Like the magpie, there is a collector in all of us. Collections of coins, matchboxes or stamps are quite unfamiliar to those born after the millennium but they were the stuff that some people born before the millennium were proud of. But the innate desire to collect is still prevalent judging from the mountains of stuff people usually bury themselves under when consumer culture milks the "magpie instinct".
How else can we explain the number of souvenirs that we have collected from our travels that were "must-haves" once but now lie sadly on the dusty shelf or, worse still, in a box in the attic. The wise collector could very well develop into the indiscriminate hoarder if he is not careful.
So we collect for the past and for the future.
I like to collect memories. I had scrapbooks, diaries, albums and letters. Then I progressed to floppy diskettes, CDs and data stored in cyberspace. But everything has a lifespan.
The scrapbook became moth bitten, the floppy diskette became obsolete. Even memories kept in the head become faint over the years as Alzheimer's disease looms forebodingly.
I like to collect plans for the future. Things that I wish to have or to experience in five to 10 years' time. That cottage, that certain style of living, that trip round the world, that moment when children have secured successful jobs and that day when I have enough money in the bank to live happily ever after. But the best of plans will always remain plans until they are actualised. Even the best of plans can be destroyed by unseen circumstances, leaving us feeling shortchanged.
So I have consciously decided to make a magpie's nest of the present. But that does not mean that I have stopped remembering the past. I still painstakingly collect moments that have meant something to me, especially photographs. I still plan for the future.

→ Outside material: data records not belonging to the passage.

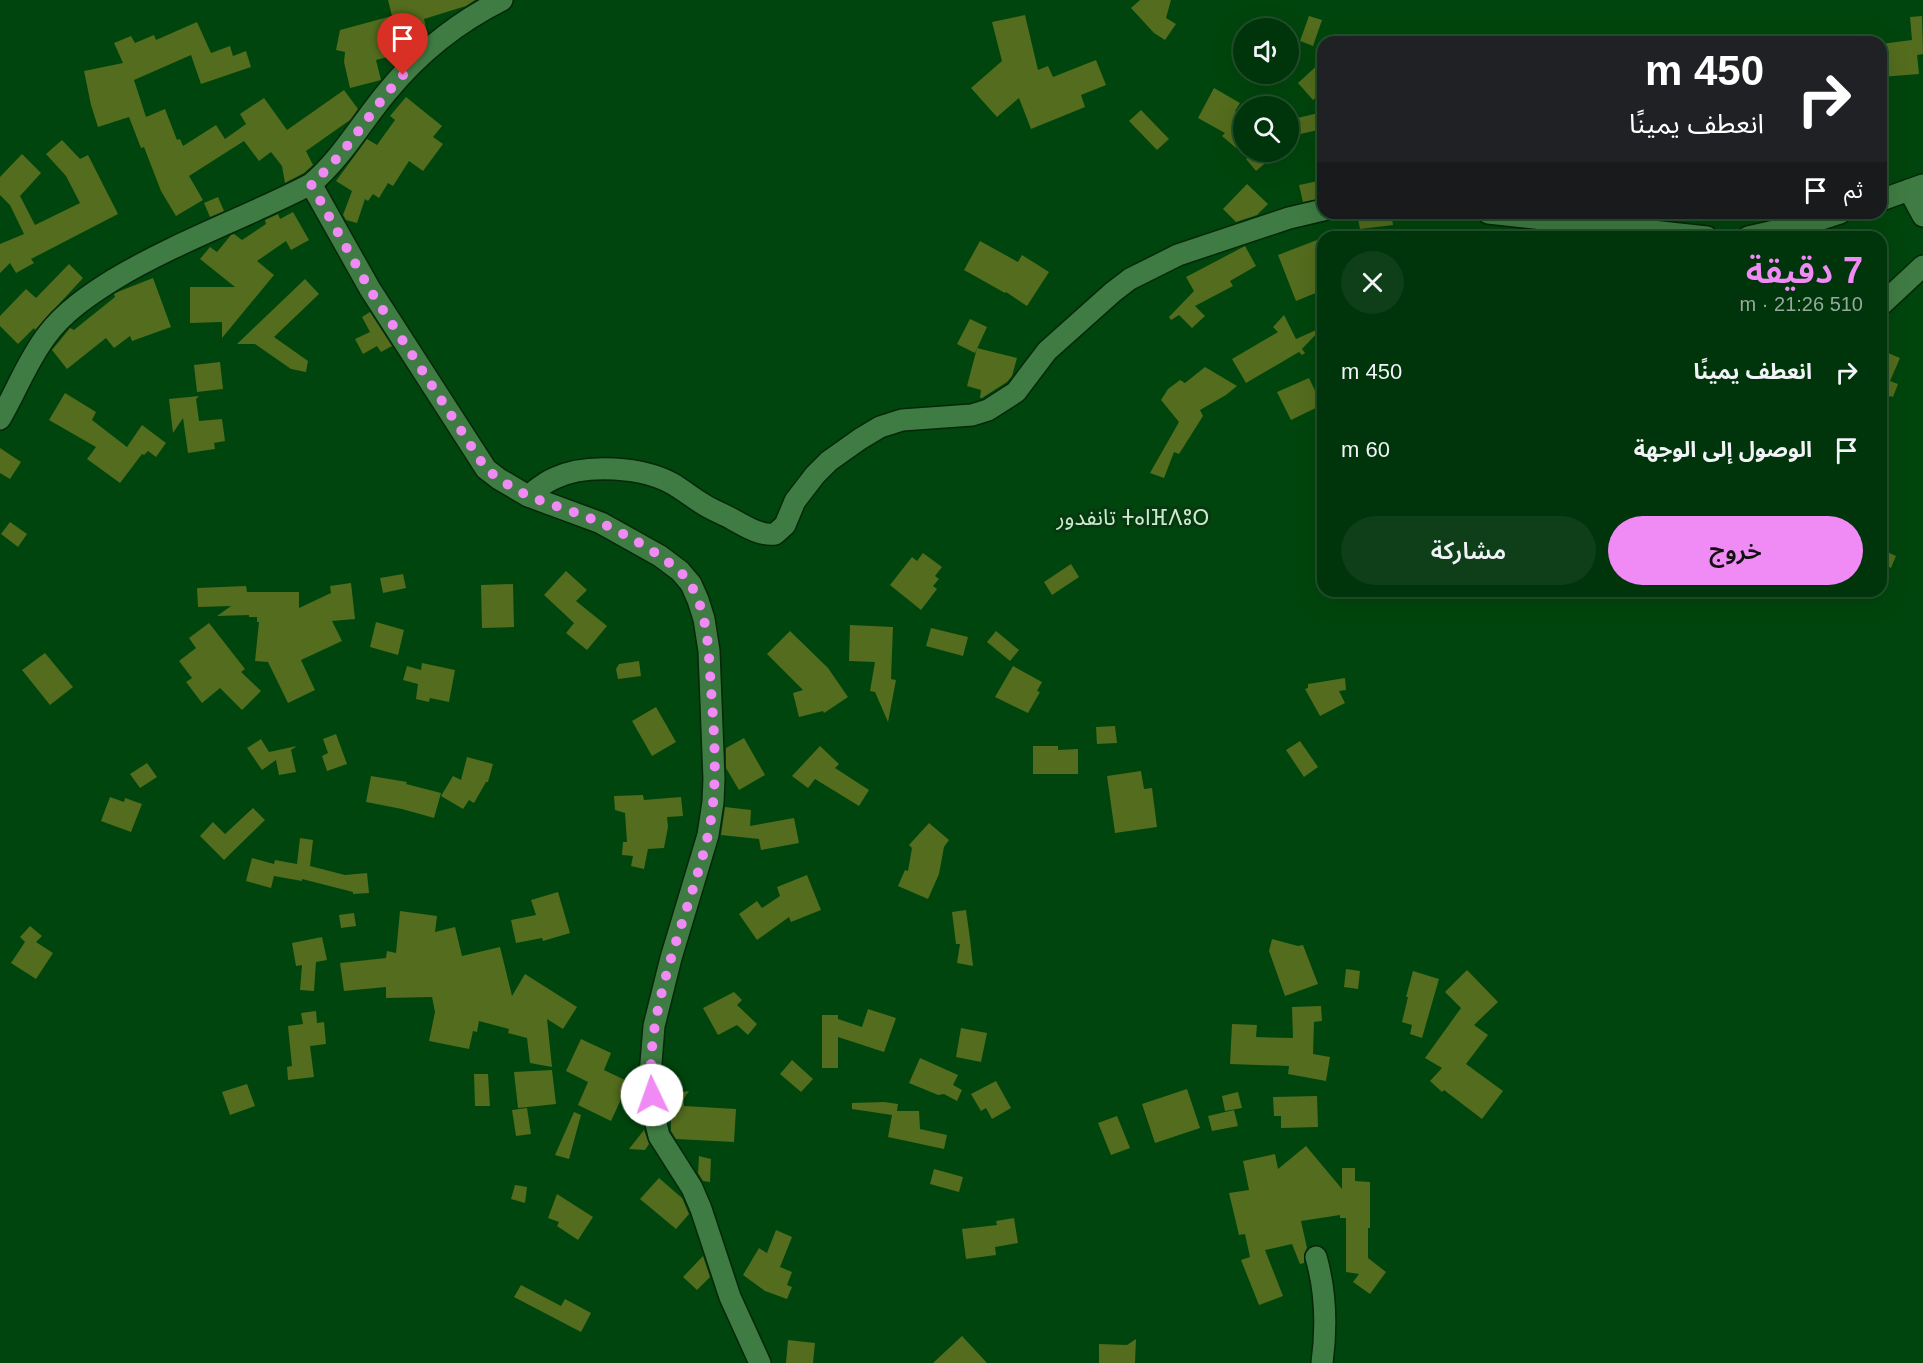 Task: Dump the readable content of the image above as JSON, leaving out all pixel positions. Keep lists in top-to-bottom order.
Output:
{
  "districts": ["تانفدور ⵜⴰⵏⴼⴷⵓⵔ"],
  "page": {
    "turn": ["450 m", "انعطف يمينًا"],
    "then": "ثم",
    "heading": ["7 دقيقة", "510 m · 21:26"],
    "list": [
      {
        "name": "انعطف يمينًا",
        "value": "450 m"
      },
      {
        "name": "الوصول إلى الوجهة",
        "value": "60 m"
      }
    ],
    "buttons": ["خروج", "مشاركة"]
  }
}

But I make it a point not to forget to add the beautiful things of the present into my magpie's nest.
The present is the morning that you wake up and know that you are still alive and that there is a bed to sleep in and you can smell the fresh sheets about you. It is to look from the window to see the grass growing in the backyard, the wild birds fighting over the seeds that you put out for them, the bins that store yesterday's rubbish and the job that is waiting for you.
The present is the afternoon when you are still at the office and there is work to be done that guarantees your paycheck at the end of the month. It is the afternoon when you are sick in bed and need that rest. It is the afternoon when you have cooked lunch and the aroma of roast and stew permeates the whole kitchen.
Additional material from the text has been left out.